Global Fund to Fight AIDS, Tuberculosis and Malaria, Thailand Sign Two-Year, $38M Grant Agreement for HIV Treatment
Officials from the Global Fund to Fight AIDS, Tuberculosis and Malaria and the Thai government on Sunday signed grant agreements for HIV/AIDS and tuberculosis programs, according to a Global Fund release. The grants -- signed by Richard Feachem, executive director of the fund, and Dr. Pakdee Pothisiri, deputy permanent secretary of the Thai ministry of public health, and witnessed by HHS Secretary Tommy Thompson, chair of the fund's board, and Sudarat Keyuraphan, Thai minister of public health -- are jointly worth $38 million over the first two years. The grants will be used to "refuel" the nation's "praised" AIDS program, which has experienced budget cuts due to the country's economic crisis, according to the release. The money will be used to fund the provision of antiretroviral medications and address the recent rise in tuberculosis, including HIV-TB coinfections, the number of which has risen more than 40% in the past five years in the northern part of the country. The grant, together with a $20.3 million grant made in January, will also be used to scale up treatment for HIV-positive pregnant women and infants and address the spread of the disease among the country's 500,000 migrant workers, who mainly come from Myanmar, Cambodia and Laos (Global Fund release, 5/18).

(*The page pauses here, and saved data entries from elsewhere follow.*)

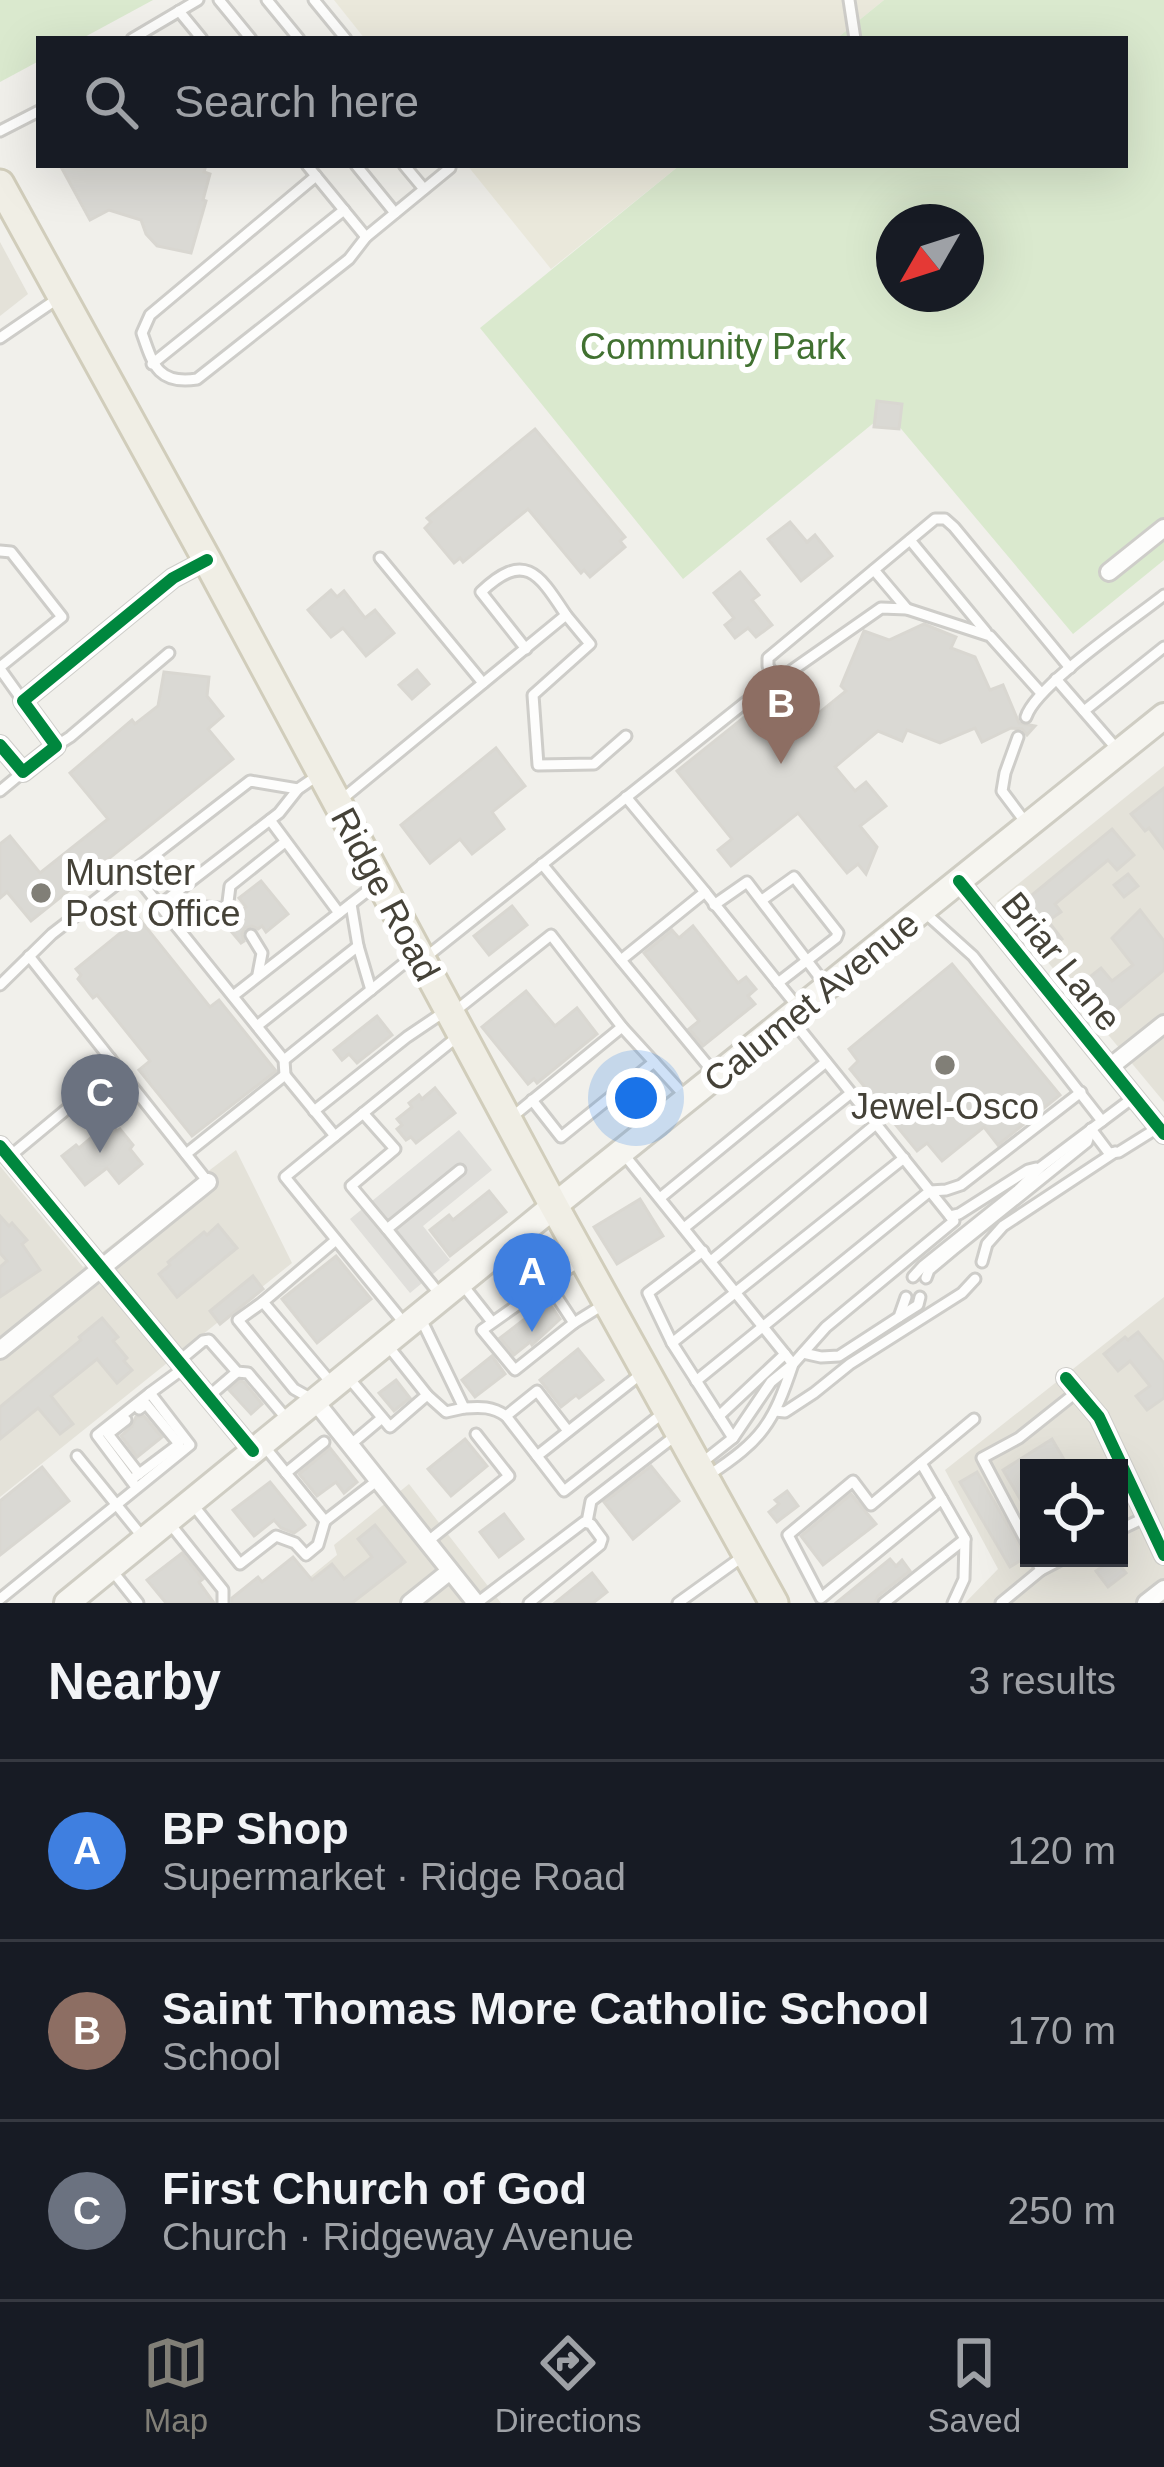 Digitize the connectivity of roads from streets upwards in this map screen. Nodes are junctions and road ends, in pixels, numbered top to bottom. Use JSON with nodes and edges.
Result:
{"nodes":[{"id":1,"x":0,"y":184,"type":"edge"},
{"id":2,"x":1164,"y":528,"type":"edge"},
{"id":3,"x":207,"y":560,"type":"junction"},
{"id":4,"x":1109,"y":572,"type":"dead end"},
{"id":5,"x":1164,"y":716,"type":"edge"},
{"id":6,"x":0,"y":746,"type":"edge"},
{"id":7,"x":959,"y":881,"type":"junction"},
{"id":8,"x":1164,"y":1024,"type":"edge"},
{"id":9,"x":1110,"y":1067,"type":"junction"},
{"id":10,"x":1161,"y":1130,"type":"edge"},
{"id":11,"x":4,"y":1152,"type":"edge"},
{"id":12,"x":208,"y":1182,"type":"road end"},
{"id":13,"x":554,"y":1206,"type":"junction"},
{"id":14,"x":102,"y":1268,"type":"junction"},
{"id":15,"x":0,"y":1350,"type":"edge"},
{"id":16,"x":1072,"y":1384,"type":"road end"},
{"id":17,"x":332,"y":1387,"type":"junction"},
{"id":18,"x":258,"y":1448,"type":"junction"},
{"id":19,"x":1164,"y":1555,"type":"edge"},
{"id":20,"x":450,"y":1571,"type":"junction"},
{"id":21,"x":1164,"y":1589,"type":"edge"},
{"id":22,"x":67,"y":1603,"type":"edge"},
{"id":23,"x":410,"y":1603,"type":"edge"},
{"id":24,"x":476,"y":1603,"type":"edge"},
{"id":25,"x":774,"y":1603,"type":"edge"},
{"id":26,"x":1146,"y":1603,"type":"edge"}],
"edges":[{"from":1,"to":3,"type":"main road","name":"Ridge Road"},
{"from":2,"to":4,"type":"street"},
{"from":3,"to":6,"type":"street"},
{"from":3,"to":13,"type":"main road","name":"Ridge Road"},
{"from":5,"to":7,"type":"main road","name":"Calumet Avenue"},
{"from":7,"to":9,"type":"street","name":"Briar Lane"},
{"from":7,"to":13,"type":"main road","name":"Calumet Avenue"},
{"from":8,"to":9,"type":"street"},
{"from":9,"to":10,"type":"street","name":"Briar Lane"},
{"from":11,"to":14,"type":"street"},
{"from":12,"to":14,"type":"street"},
{"from":13,"to":17,"type":"main road","name":"Calumet Avenue"},
{"from":13,"to":25,"type":"main road","name":"Ridge Road"},
{"from":14,"to":15,"type":"street"},
{"from":14,"to":18,"type":"street"},
{"from":16,"to":19,"type":"street"},
{"from":17,"to":18,"type":"main road","name":"Calumet Avenue"},
{"from":17,"to":20,"type":"street"},
{"from":18,"to":22,"type":"main road","name":"Calumet Avenue"},
{"from":20,"to":23,"type":"street"},
{"from":20,"to":24,"type":"street"},
{"from":21,"to":26,"type":"street"}]}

Laos, Cambodia Ramp Up Malaria, HIV/AIDS Efforts
The governments of Laos and Cambodia are ramping up their HIV/AIDS and malaria programs with the first disbursements of grants from the Global Fund, according to a fund release. In Laos, the Department of Hygiene and Prevention of the Ministry of Health, along with Population Services International, produces social marketing campaigns to encourage condom use among female sex workers and their clients (Global Fund release, 5/16). Although Laos has the lowest HIV prevalence rate in the Southeast Asian region -- about 1,000 people are HIV-positive -- the rate is increasing, according to U.N. officials. The rapidly increasing risk of an AIDS epidemic in Laos is due to "prejudice, a lack of open discussion and limited financial commitment," Dr. Nafis Sadik, U.N. Secretary-General Kofi Annan's special envoy for HIV/AIDS in Asia, said on Monday (Agence France-Presse, 5/19). In Cambodia, the first disbursement of fund grants is being used to establish an office in Phnom Penh to coordinate the efforts of the National Center for HIV/AIDS, Dermatology and Sexually Transmitted Diseases, the Ministry of Defense, the Ministry of Social Affairs and a number of nongovernmental organizations. The money will also be used to scale up a program aimed at reducing the risk of and treating HIV among military personnel, police, youth, garment factory workers, sex workers and their clients and people already living with the disease. Funding will also be provided to extend the country's successful sexually transmitted disease case management program to five additional provinces, support social marketing of condoms and extend HIV impact mitigation programs (Global Fund release, 5/16). Cambodia has the highest HIV prevalence in Asia, with 160,000 HIV-positive people between the ages of 15 and 49 (Kaiser Daily HIV/AIDS Report, 1/16).